→ **THE DATA**:
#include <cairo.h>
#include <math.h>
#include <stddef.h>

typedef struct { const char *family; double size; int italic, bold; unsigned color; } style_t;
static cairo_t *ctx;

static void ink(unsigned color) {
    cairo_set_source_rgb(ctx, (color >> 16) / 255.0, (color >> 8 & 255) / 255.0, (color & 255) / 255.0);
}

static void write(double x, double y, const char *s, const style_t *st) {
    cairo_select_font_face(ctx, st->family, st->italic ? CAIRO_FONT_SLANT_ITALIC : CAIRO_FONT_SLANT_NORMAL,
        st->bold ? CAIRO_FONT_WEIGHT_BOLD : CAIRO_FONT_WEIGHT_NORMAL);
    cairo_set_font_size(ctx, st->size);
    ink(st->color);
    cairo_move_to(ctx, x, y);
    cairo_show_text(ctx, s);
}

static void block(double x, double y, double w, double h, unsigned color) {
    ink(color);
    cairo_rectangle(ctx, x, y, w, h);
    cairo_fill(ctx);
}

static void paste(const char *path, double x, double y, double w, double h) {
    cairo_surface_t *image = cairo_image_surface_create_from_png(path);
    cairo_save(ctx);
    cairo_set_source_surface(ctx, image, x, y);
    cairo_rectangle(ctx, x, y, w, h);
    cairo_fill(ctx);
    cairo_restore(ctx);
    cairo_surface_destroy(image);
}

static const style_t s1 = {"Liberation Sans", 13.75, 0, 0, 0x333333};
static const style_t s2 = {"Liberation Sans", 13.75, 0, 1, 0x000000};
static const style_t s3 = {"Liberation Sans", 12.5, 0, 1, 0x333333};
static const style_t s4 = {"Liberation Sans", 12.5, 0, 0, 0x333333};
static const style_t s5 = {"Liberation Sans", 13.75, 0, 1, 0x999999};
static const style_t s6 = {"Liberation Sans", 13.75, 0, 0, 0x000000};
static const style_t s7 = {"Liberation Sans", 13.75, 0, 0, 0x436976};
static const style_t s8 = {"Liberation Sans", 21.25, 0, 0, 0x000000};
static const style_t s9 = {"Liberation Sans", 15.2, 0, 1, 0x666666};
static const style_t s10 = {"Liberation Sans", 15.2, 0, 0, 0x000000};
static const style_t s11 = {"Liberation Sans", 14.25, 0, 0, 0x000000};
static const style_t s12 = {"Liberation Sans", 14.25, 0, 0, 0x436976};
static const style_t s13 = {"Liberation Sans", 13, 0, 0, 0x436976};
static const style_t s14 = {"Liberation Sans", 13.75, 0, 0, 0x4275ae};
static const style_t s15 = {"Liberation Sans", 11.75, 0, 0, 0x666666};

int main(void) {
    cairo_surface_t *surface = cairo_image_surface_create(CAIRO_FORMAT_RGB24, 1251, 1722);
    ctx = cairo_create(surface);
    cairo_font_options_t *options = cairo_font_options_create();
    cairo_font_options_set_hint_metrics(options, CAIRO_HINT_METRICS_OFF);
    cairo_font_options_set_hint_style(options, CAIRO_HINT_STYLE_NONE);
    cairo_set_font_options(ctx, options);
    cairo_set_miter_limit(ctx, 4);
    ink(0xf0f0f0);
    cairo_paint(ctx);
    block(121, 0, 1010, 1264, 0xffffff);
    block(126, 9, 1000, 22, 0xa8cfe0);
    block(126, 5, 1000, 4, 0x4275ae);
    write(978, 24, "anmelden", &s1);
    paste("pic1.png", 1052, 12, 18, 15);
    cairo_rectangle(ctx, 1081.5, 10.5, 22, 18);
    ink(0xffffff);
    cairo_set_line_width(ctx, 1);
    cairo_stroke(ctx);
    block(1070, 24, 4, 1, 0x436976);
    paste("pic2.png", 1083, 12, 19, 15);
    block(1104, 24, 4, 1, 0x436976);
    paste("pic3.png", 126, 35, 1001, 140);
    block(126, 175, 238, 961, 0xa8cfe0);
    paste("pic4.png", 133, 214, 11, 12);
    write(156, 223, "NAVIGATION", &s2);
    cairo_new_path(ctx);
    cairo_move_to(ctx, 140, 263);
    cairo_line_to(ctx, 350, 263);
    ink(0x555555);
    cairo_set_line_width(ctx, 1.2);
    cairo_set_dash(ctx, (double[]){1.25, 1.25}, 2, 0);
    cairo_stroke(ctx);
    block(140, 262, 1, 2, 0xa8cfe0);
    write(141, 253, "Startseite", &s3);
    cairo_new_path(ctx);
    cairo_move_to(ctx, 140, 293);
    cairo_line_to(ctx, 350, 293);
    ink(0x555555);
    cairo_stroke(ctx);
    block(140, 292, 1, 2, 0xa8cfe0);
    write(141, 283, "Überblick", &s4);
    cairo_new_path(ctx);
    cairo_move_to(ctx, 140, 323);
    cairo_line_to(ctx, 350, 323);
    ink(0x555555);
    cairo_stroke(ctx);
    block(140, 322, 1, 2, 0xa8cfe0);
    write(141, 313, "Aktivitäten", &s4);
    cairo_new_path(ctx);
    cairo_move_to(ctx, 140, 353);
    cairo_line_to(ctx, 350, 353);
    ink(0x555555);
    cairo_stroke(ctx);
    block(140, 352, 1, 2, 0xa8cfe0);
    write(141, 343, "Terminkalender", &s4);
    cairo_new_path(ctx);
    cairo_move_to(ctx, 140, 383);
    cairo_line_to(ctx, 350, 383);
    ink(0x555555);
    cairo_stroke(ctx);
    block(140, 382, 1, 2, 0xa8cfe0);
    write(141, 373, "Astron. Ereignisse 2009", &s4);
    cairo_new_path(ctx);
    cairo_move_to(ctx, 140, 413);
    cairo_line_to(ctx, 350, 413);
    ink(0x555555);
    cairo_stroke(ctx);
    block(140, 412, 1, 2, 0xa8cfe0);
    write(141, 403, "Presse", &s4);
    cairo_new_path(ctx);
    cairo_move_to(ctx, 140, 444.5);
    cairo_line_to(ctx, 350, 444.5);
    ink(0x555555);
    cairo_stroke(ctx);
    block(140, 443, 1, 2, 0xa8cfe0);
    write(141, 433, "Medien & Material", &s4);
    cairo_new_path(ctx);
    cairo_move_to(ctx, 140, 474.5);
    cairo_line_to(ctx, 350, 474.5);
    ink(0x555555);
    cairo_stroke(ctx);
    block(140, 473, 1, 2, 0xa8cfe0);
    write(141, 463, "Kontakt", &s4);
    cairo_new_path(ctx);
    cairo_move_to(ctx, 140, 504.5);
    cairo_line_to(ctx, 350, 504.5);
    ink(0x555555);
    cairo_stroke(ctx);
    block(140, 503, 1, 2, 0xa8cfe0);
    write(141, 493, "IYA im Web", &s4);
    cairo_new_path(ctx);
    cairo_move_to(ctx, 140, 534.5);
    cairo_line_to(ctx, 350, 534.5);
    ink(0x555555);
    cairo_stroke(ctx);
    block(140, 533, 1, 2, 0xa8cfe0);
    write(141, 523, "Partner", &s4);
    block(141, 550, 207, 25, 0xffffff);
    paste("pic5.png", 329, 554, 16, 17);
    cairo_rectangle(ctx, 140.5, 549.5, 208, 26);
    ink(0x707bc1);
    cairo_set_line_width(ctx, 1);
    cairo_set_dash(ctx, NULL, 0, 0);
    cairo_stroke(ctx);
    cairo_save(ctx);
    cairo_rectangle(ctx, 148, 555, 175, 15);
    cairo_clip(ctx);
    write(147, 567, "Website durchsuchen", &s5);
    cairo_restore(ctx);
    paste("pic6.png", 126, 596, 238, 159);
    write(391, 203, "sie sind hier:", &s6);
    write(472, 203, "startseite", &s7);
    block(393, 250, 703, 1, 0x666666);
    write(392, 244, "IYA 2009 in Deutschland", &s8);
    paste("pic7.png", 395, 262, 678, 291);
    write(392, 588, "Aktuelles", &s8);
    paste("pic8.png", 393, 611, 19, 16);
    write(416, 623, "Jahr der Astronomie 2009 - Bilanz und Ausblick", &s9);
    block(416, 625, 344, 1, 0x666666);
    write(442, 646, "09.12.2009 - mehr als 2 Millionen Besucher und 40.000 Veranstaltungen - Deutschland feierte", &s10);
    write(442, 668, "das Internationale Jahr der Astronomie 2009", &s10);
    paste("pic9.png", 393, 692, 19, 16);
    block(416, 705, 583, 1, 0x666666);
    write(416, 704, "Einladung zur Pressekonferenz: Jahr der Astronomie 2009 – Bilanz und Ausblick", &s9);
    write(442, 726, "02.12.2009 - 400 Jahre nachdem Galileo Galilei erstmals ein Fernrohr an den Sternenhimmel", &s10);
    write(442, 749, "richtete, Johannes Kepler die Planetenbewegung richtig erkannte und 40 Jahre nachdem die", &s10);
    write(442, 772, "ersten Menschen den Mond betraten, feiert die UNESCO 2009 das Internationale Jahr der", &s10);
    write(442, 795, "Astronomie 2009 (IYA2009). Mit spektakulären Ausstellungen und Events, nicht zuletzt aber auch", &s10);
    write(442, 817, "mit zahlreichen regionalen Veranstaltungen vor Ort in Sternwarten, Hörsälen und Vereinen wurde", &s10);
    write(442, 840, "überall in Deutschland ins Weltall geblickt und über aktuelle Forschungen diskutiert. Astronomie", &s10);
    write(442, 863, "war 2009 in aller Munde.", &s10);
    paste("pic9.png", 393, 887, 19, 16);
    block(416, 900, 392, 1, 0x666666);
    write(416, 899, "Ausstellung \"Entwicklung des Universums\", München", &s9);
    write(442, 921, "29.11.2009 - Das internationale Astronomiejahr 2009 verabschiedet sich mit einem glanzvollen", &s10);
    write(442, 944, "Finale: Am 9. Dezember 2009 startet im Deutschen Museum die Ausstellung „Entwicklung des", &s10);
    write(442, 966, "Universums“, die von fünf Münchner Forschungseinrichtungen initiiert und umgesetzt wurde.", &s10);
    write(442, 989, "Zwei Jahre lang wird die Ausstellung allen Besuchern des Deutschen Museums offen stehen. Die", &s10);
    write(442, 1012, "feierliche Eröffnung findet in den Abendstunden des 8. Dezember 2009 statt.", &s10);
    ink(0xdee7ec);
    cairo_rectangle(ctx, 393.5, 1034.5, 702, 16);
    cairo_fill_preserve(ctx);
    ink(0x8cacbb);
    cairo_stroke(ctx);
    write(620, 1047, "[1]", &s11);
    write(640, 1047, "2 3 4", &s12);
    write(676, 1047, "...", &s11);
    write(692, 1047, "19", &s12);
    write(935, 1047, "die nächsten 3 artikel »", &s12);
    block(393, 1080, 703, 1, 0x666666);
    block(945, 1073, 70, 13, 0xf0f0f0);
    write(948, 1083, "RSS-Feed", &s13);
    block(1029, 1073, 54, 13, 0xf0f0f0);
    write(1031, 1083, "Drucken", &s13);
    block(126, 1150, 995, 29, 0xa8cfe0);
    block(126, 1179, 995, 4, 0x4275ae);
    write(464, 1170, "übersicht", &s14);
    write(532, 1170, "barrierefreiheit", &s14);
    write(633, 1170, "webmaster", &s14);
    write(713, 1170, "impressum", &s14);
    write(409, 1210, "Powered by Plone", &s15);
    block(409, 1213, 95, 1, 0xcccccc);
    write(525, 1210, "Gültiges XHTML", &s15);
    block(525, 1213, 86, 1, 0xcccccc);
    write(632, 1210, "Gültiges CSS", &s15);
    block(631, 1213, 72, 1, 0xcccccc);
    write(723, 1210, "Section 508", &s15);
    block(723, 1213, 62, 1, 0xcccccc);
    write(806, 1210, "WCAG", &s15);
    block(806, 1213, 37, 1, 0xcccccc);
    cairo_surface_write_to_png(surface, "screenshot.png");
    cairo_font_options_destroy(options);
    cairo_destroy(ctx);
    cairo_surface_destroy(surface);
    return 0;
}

→ **WORK ORDER**:
Wherever the word "italic" appears in a line of the data above, copy that line.

→ **SOLUTION FOR THIS TASK**:
typedef struct { const char *family; double size; int italic, bold; unsigned color; } style_t;
    cairo_select_font_face(ctx, st->family, st->italic ? CAIRO_FONT_SLANT_ITALIC : CAIRO_FONT_SLANT_NORMAL,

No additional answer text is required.